### Extracted records:

▼▼▼

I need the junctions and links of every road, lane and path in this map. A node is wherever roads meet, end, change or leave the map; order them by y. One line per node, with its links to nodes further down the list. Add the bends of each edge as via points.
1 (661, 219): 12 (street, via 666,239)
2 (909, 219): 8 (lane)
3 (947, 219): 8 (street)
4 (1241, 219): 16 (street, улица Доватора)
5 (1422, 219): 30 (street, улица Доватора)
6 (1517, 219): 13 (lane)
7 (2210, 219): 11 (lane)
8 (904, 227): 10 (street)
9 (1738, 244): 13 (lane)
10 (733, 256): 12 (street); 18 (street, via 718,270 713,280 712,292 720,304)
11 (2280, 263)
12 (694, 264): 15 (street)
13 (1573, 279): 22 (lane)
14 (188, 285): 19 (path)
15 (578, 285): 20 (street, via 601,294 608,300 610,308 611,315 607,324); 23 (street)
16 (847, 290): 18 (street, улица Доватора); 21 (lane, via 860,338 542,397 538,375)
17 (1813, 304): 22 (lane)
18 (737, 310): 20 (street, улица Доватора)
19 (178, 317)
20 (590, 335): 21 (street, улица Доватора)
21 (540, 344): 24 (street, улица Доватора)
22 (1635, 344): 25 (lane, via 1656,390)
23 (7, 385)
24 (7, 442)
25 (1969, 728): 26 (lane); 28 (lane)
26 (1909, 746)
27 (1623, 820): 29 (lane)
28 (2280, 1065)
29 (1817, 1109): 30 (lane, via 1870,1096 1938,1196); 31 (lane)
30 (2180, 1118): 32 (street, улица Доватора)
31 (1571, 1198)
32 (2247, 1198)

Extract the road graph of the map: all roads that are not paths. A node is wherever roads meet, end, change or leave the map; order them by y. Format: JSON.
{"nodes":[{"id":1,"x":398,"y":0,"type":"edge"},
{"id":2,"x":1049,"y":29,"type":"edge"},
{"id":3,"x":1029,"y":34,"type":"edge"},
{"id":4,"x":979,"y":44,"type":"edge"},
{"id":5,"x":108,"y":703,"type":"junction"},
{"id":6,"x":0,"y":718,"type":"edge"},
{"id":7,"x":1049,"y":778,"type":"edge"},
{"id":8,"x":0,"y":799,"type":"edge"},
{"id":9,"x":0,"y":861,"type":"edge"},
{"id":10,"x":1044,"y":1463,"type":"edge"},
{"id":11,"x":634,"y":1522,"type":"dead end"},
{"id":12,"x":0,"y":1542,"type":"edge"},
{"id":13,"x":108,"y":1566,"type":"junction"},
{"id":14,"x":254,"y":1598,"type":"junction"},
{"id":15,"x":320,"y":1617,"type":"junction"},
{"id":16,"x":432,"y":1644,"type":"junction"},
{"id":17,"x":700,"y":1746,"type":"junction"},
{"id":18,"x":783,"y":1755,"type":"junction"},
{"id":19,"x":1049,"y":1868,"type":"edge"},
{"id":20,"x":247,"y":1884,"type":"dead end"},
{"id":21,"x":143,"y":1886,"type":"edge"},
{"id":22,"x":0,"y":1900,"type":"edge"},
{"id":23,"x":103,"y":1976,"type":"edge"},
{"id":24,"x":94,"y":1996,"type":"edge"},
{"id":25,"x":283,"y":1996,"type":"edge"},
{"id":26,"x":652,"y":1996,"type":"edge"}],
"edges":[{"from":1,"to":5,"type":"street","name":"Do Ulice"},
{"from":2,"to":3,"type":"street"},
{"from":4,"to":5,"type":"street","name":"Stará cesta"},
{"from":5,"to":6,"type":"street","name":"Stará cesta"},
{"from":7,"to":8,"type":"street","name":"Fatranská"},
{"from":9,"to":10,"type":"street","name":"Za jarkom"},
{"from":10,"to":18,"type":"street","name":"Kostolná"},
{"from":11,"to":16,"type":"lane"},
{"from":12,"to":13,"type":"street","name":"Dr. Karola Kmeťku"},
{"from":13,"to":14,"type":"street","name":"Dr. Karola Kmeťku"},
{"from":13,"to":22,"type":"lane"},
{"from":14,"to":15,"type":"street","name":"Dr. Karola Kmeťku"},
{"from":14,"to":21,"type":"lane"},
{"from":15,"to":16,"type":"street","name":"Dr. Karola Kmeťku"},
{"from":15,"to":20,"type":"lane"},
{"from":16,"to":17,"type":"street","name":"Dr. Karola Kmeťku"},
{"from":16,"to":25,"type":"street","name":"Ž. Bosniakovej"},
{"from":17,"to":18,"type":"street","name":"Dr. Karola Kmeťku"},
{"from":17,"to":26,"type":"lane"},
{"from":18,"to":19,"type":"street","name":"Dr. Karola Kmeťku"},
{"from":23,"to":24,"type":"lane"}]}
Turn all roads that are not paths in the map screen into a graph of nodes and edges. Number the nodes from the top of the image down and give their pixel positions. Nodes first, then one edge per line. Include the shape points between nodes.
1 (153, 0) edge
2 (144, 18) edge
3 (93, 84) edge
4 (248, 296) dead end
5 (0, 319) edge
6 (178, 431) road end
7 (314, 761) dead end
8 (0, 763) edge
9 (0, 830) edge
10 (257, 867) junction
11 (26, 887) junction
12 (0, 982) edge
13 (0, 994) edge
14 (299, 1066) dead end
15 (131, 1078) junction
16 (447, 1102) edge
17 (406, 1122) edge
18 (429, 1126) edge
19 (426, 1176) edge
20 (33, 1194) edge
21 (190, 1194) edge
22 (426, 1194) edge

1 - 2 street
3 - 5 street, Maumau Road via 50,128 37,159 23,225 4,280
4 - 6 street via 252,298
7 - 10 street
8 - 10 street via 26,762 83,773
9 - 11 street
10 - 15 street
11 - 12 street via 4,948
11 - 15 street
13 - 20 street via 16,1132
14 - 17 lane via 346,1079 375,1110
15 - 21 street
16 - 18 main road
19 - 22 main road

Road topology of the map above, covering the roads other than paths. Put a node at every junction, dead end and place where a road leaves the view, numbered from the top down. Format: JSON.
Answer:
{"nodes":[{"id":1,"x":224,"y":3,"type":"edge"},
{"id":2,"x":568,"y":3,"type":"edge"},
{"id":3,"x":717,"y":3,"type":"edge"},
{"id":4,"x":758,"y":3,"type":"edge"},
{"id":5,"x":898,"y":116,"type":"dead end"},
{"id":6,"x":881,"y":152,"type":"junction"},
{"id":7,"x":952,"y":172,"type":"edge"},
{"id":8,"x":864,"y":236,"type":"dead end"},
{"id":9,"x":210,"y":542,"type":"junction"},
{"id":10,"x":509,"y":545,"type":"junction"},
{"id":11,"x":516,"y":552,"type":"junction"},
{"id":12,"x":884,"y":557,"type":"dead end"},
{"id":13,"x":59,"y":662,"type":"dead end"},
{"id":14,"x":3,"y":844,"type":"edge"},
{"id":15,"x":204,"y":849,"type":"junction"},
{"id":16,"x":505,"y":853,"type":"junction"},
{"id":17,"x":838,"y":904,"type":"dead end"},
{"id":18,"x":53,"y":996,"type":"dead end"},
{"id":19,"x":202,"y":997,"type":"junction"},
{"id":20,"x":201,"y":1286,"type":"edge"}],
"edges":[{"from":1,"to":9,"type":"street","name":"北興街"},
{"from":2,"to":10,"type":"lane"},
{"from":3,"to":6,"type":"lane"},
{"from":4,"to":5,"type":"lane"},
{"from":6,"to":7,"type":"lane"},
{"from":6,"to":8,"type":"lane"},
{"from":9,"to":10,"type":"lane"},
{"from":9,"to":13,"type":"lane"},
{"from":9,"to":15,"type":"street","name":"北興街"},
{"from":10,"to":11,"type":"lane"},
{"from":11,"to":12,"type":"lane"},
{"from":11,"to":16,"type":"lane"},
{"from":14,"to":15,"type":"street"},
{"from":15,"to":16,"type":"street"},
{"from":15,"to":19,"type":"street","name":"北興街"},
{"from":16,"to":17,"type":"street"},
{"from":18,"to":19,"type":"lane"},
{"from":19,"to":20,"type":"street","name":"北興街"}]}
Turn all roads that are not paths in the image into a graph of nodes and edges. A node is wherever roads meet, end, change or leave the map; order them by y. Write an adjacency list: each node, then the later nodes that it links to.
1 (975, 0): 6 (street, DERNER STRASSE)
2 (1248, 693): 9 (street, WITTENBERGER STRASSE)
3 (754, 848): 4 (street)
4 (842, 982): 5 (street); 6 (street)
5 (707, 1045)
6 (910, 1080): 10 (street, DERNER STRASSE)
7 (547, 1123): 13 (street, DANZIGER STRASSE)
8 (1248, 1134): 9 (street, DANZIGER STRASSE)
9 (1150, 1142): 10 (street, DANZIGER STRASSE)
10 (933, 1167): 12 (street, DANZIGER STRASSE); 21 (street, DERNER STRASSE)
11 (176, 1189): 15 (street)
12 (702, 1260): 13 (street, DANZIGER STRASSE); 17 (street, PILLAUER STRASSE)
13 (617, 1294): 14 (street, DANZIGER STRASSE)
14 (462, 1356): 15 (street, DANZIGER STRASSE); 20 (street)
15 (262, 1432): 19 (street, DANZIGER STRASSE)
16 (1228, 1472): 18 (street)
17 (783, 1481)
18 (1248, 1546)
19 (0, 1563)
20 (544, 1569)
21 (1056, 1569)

▲▲▲

### Task objective:
The lines that contain the word "DERNER" are wanted; copy each of them from the records.

### Answer space:
1 (975, 0): 6 (street, DERNER STRASSE)
6 (910, 1080): 10 (street, DERNER STRASSE)
10 (933, 1167): 12 (street, DANZIGER STRASSE); 21 (street, DERNER STRASSE)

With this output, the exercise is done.